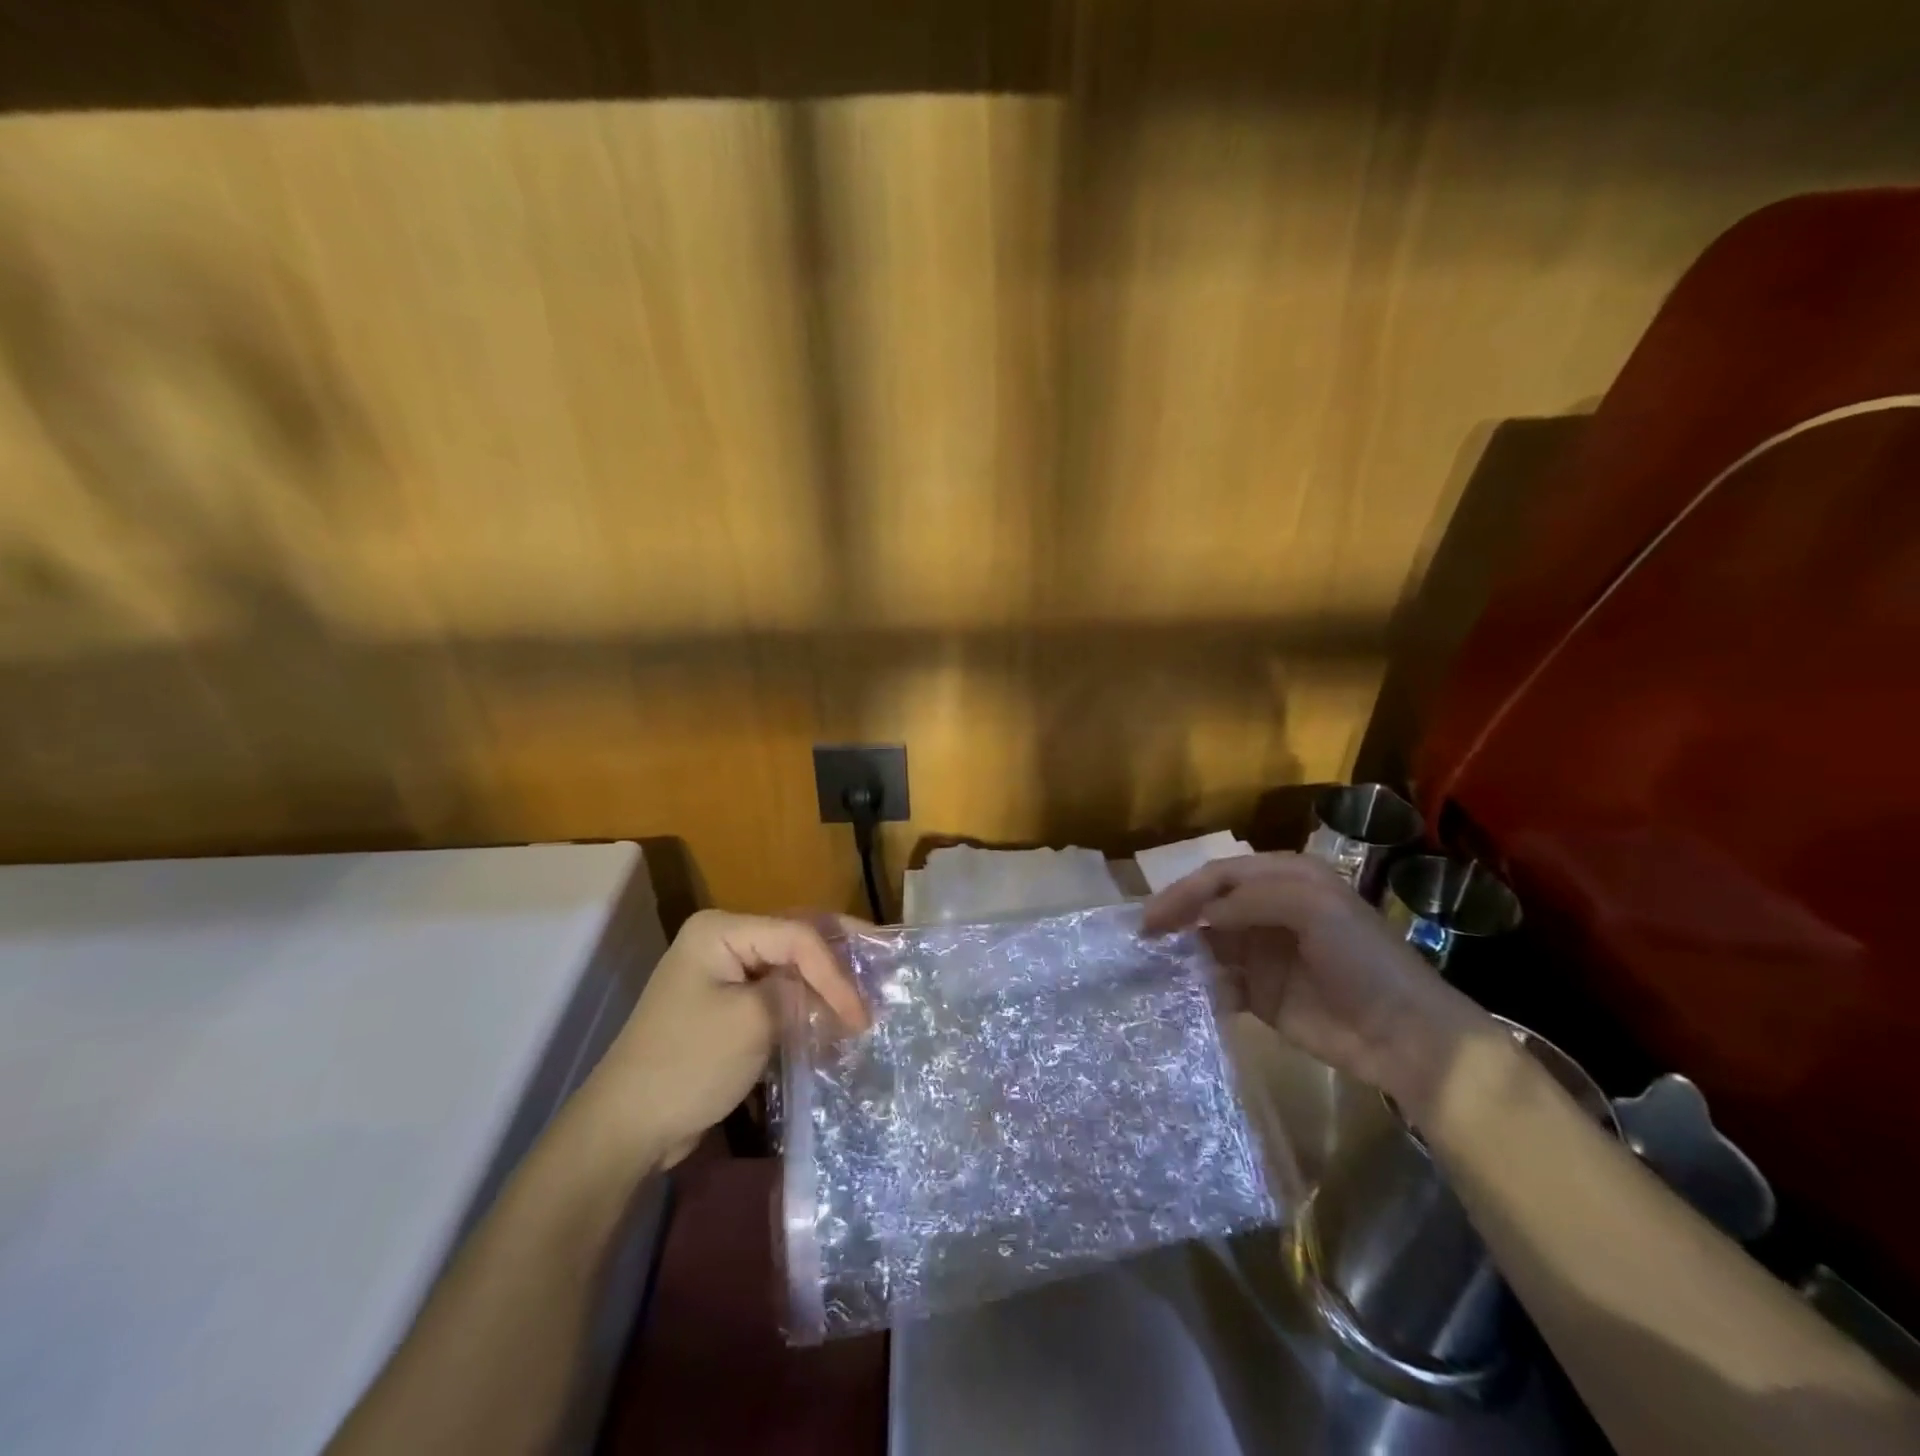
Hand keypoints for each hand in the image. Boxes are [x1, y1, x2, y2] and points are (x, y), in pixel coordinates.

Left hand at [587, 910, 869, 1169]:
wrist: (627, 1127)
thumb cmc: (689, 1064)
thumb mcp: (753, 1022)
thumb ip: (800, 994)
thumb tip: (833, 993)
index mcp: (721, 929)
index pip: (797, 936)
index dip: (835, 972)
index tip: (862, 1016)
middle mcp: (723, 939)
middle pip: (796, 939)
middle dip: (839, 959)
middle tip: (883, 970)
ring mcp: (724, 972)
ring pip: (790, 965)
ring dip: (826, 982)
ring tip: (866, 994)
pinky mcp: (728, 1004)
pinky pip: (777, 991)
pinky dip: (806, 1002)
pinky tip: (834, 1015)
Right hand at [1143, 852, 1488, 1116]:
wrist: (1407, 1036)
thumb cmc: (1362, 959)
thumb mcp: (1313, 908)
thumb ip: (1251, 900)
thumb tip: (1202, 915)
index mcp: (1285, 879)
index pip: (1221, 875)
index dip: (1186, 890)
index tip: (1154, 915)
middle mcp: (1269, 911)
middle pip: (1209, 906)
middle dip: (1177, 918)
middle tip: (1144, 937)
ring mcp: (1263, 954)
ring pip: (1209, 944)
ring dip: (1183, 952)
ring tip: (1153, 965)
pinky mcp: (1261, 995)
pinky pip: (1219, 984)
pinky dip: (1200, 987)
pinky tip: (1185, 995)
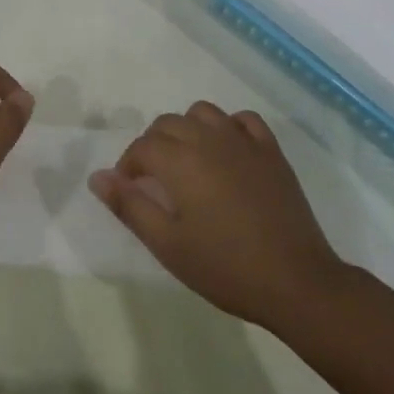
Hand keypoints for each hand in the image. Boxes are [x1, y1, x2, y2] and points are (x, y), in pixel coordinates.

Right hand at [90, 102, 344, 332]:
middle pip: (168, 123)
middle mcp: (208, 139)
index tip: (129, 191)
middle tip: (155, 181)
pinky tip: (227, 152)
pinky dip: (228, 127)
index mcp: (180, 160)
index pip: (142, 147)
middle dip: (153, 145)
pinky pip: (243, 120)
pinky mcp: (271, 151)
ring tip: (188, 162)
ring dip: (187, 129)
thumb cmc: (225, 267)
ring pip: (203, 113)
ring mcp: (243, 141)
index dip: (128, 166)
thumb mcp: (168, 245)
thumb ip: (130, 206)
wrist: (295, 281)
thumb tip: (98, 177)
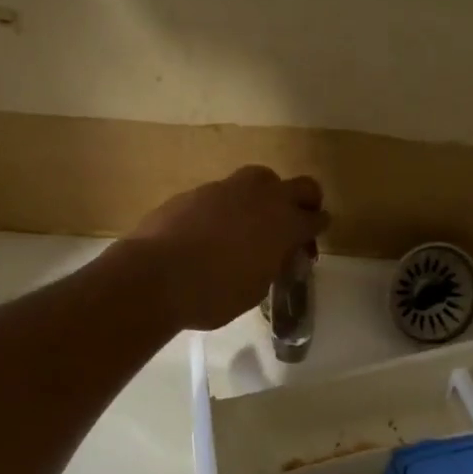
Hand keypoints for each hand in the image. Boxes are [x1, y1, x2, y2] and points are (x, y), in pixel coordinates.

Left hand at [124, 166, 326, 329]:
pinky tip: (216, 228)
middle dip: (305, 202)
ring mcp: (228, 188)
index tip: (311, 241)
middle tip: (296, 221)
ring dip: (266, 196)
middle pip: (301, 186)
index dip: (317, 230)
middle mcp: (263, 198)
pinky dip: (230, 205)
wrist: (156, 276)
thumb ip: (273, 264)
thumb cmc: (213, 294)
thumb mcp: (256, 288)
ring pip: (261, 179)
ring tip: (254, 220)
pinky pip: (225, 191)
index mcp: (285, 225)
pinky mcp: (198, 190)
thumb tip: (274, 255)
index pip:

━━━━━━━━

• **WHAT THIS TASK INVOLVES**
Without the pictures, please output every record exactly.

• **REPLY TO THE EXERCISE**
Hand keypoints for each hand in the image. Boxes are [x1, y1, x2, y2] and points are (x, y), in pixel coordinates.

Left hand at [587, 910, 869, 1169]:
wrist: (627, 1127)
thumb cmc: (689, 1064)
thumb mcp: (753, 1022)
thumb ip: (800, 994)
thumb tip: (833, 993)
index mcp: (721, 929)
index pip: (797, 936)
index dip: (835, 972)
index tip: (862, 1016)
middle mcp: (723, 939)
middle pip: (796, 939)
middle dip: (839, 959)
middle tip: (883, 970)
ring mcp: (724, 972)
ring pip: (790, 965)
ring dip: (826, 982)
ring tip: (866, 994)
pinky mcp: (728, 1004)
pinky pip: (777, 991)
pinky dip: (806, 1002)
pinky tip: (834, 1015)
Right hand at [1143, 852, 1488, 1116]:
wrist: (1407, 1036)
thumb cmc: (1362, 959)
thumb mcp: (1313, 908)
thumb ip: (1251, 900)
thumb tip: (1202, 915)
index mcp: (1285, 879)
index pip: (1221, 875)
index dip: (1186, 890)
index tip: (1154, 915)
middle mcp: (1269, 911)
middle pip: (1209, 906)
middle dip: (1177, 918)
middle tip: (1144, 937)
ring mcp: (1263, 954)
ring pip: (1209, 944)
ring dip: (1183, 952)
ring tip: (1153, 965)
pinky mcp: (1261, 995)
pinky pip: (1219, 984)
pinky dip: (1200, 987)
pinky tip: (1185, 995)
Hand keypoints for each hand in the image. Boxes are [x1, y1, x2, y2] and points are (x, y), in pixel coordinates.

Right hand at [90, 102, 344, 332]:
middle pip: (168, 123)
middle mcp: (208, 139)
index tip: (129, 191)
middle tip: (155, 181)
pinky tip: (227, 152)
pinky dip: (228, 127)
index mcp: (180, 160)
index pip: (142, 147)
middle dip: (153, 145)
pinky pip: (243, 120)
pinky mcp: (271, 151)
ring tip: (188, 162)
ring dip: (187, 129)
thumb cmc: (225, 267)
ring pip: (203, 113)
ring mcp: (243, 141)
index dip: (128, 166)
thumb mcp: (168, 245)
thumb ip: (130, 206)
wrist: (295, 281)
thumb tip: (98, 177)
Hand keypoints for each hand in the image. Boxes are [x1, y1, x2, y2] and points are (x, y), in pixel coordinates.

Left hand at [124, 166, 326, 329]:
pinky tip: (216, 228)
middle dip: (305, 202)
ring mcp: (228, 188)
index tip: (311, 241)
middle tip: (296, 221)
ring dip: (266, 196)
middle pip: (301, 186)
index dip: (317, 230)
middle mcp: (263, 198)
pinky dip: (230, 205)
wrist: (156, 276)
thumb ip: (273, 264)
thumb cmc: (213, 294)
thumb mcp: (256, 288)
ring pip: (261, 179)
ring tip: (254, 220)
pinky pip: (225, 191)
index mcp: (285, 225)
pinky mcp: (198, 190)
thumb tip: (274, 255)
index pip:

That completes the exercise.